BRIEF: Please count the lines in the data below that mention the word "where", then give only the total.

SOURCE RECORDS:
▶

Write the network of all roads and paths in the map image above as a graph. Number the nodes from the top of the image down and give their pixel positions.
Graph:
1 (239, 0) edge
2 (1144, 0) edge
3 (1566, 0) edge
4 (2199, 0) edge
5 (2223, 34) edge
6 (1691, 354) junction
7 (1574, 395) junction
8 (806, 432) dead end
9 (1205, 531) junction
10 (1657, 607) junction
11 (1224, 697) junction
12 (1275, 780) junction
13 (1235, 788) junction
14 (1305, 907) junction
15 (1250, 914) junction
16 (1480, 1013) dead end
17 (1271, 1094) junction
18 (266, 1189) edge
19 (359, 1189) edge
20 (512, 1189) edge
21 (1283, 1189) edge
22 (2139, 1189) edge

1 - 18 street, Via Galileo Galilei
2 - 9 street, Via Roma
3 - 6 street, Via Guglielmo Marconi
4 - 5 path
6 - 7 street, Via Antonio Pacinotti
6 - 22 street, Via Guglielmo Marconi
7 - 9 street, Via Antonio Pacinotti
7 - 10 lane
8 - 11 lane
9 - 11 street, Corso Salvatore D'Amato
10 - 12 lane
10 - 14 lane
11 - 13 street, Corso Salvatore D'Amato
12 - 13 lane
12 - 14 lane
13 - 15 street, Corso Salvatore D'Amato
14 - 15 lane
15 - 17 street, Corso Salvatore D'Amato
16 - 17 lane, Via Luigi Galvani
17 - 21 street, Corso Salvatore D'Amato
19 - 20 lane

◀
▶

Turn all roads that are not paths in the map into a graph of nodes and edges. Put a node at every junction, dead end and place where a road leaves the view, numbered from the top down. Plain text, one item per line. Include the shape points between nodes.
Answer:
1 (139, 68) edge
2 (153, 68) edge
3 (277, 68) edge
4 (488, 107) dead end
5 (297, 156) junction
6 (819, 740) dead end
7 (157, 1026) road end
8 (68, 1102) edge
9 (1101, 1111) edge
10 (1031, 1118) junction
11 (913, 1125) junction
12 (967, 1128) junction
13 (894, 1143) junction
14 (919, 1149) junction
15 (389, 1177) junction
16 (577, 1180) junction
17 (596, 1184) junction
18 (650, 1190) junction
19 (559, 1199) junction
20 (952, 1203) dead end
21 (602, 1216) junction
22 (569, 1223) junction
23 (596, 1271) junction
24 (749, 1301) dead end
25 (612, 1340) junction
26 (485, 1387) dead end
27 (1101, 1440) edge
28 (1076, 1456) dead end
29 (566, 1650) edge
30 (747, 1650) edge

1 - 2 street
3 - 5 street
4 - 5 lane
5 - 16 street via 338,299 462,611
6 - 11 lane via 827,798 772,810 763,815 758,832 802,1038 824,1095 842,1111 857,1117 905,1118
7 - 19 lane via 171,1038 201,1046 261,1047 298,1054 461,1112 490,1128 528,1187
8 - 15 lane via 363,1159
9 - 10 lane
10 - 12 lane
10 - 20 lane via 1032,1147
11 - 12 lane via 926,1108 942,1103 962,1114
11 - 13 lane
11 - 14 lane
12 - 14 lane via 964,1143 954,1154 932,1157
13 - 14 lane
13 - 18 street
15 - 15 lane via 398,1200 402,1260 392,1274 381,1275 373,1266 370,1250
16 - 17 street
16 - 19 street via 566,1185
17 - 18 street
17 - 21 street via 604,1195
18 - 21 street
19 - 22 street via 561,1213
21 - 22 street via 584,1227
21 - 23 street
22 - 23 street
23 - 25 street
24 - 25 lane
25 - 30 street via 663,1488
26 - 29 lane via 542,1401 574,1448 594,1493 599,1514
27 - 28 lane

◀
▶

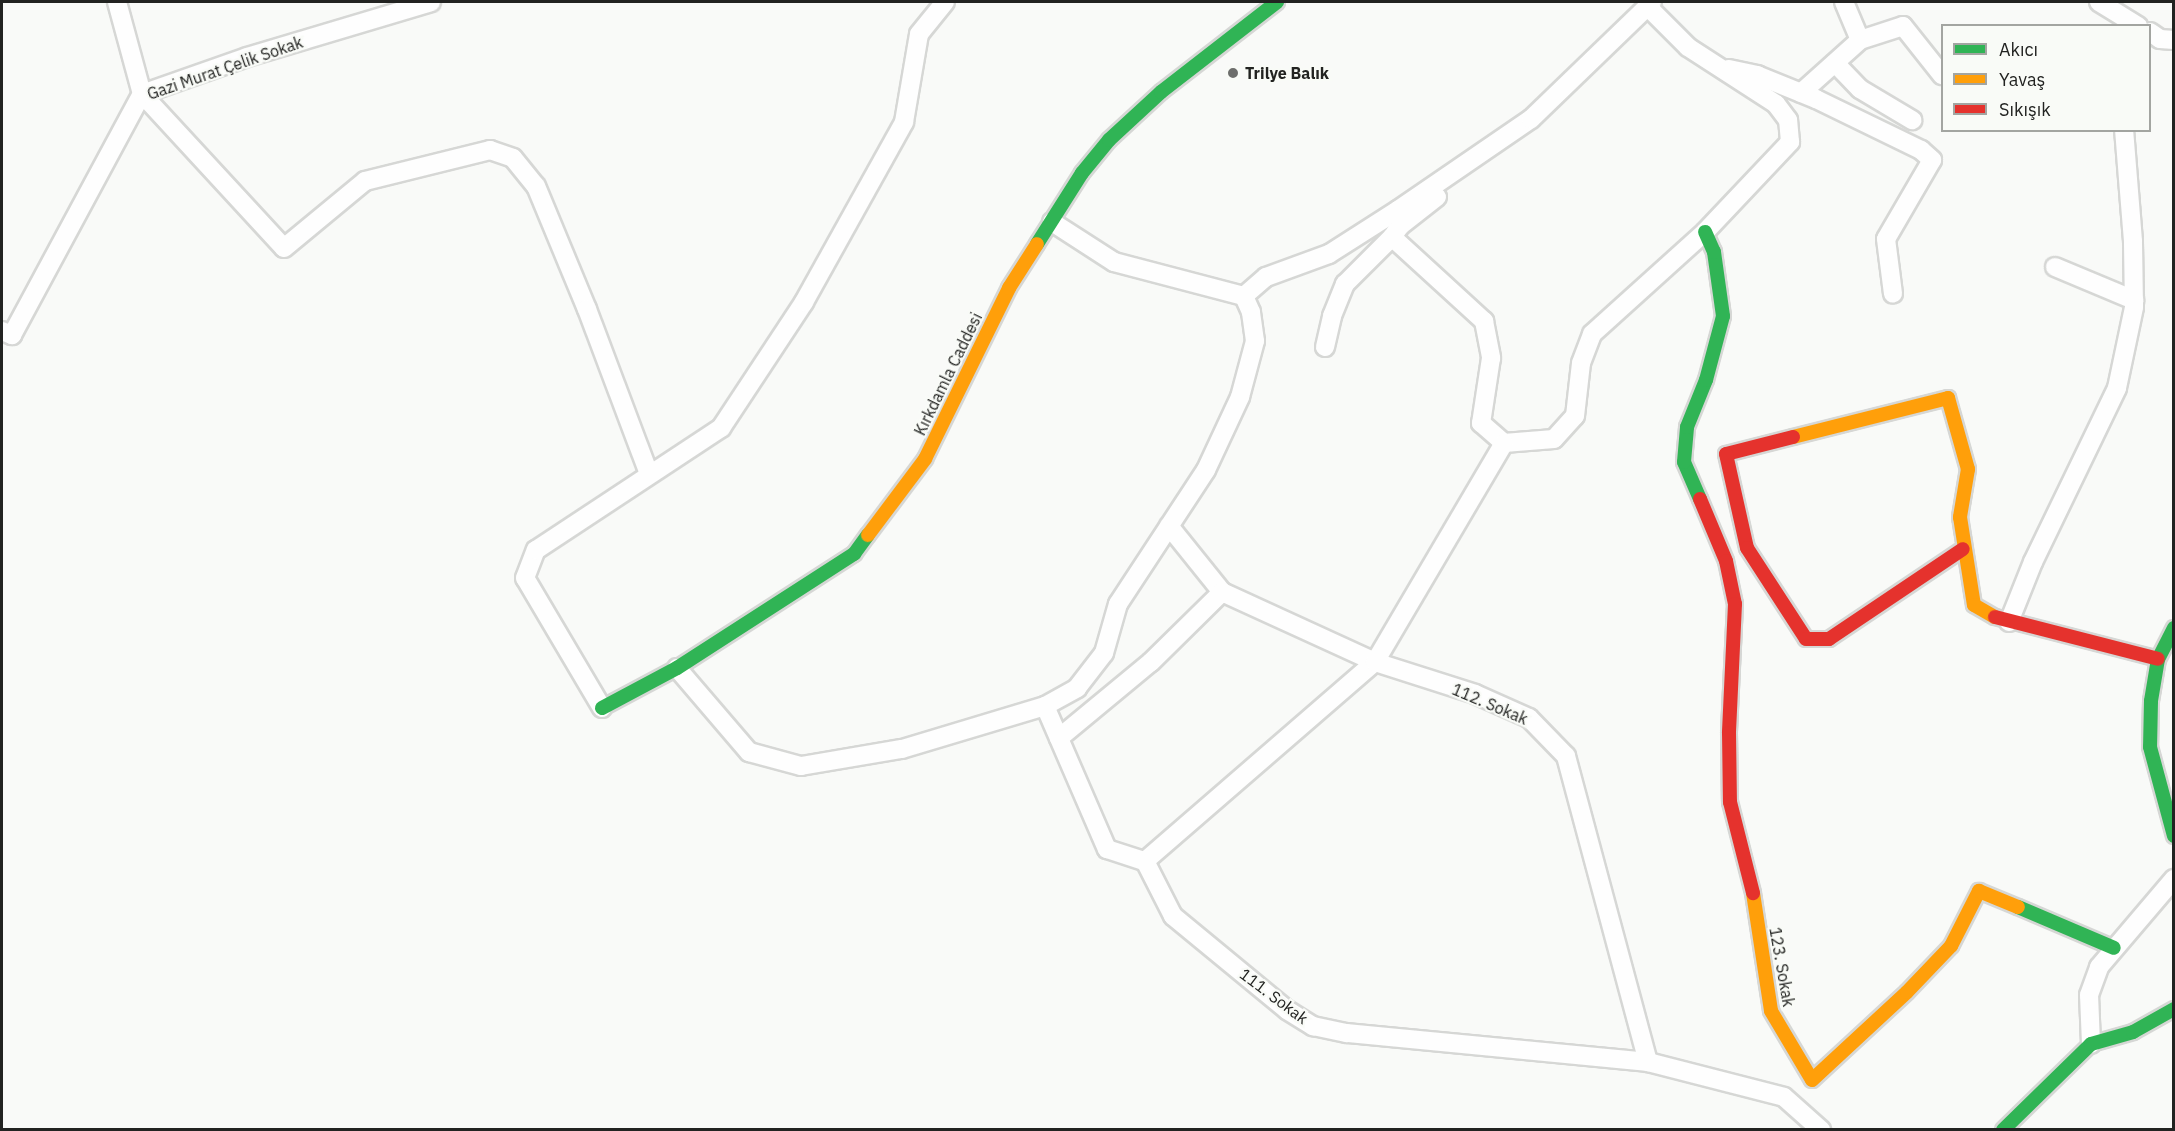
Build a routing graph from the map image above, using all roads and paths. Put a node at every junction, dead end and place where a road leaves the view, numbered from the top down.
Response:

◀

RESPONSE: 2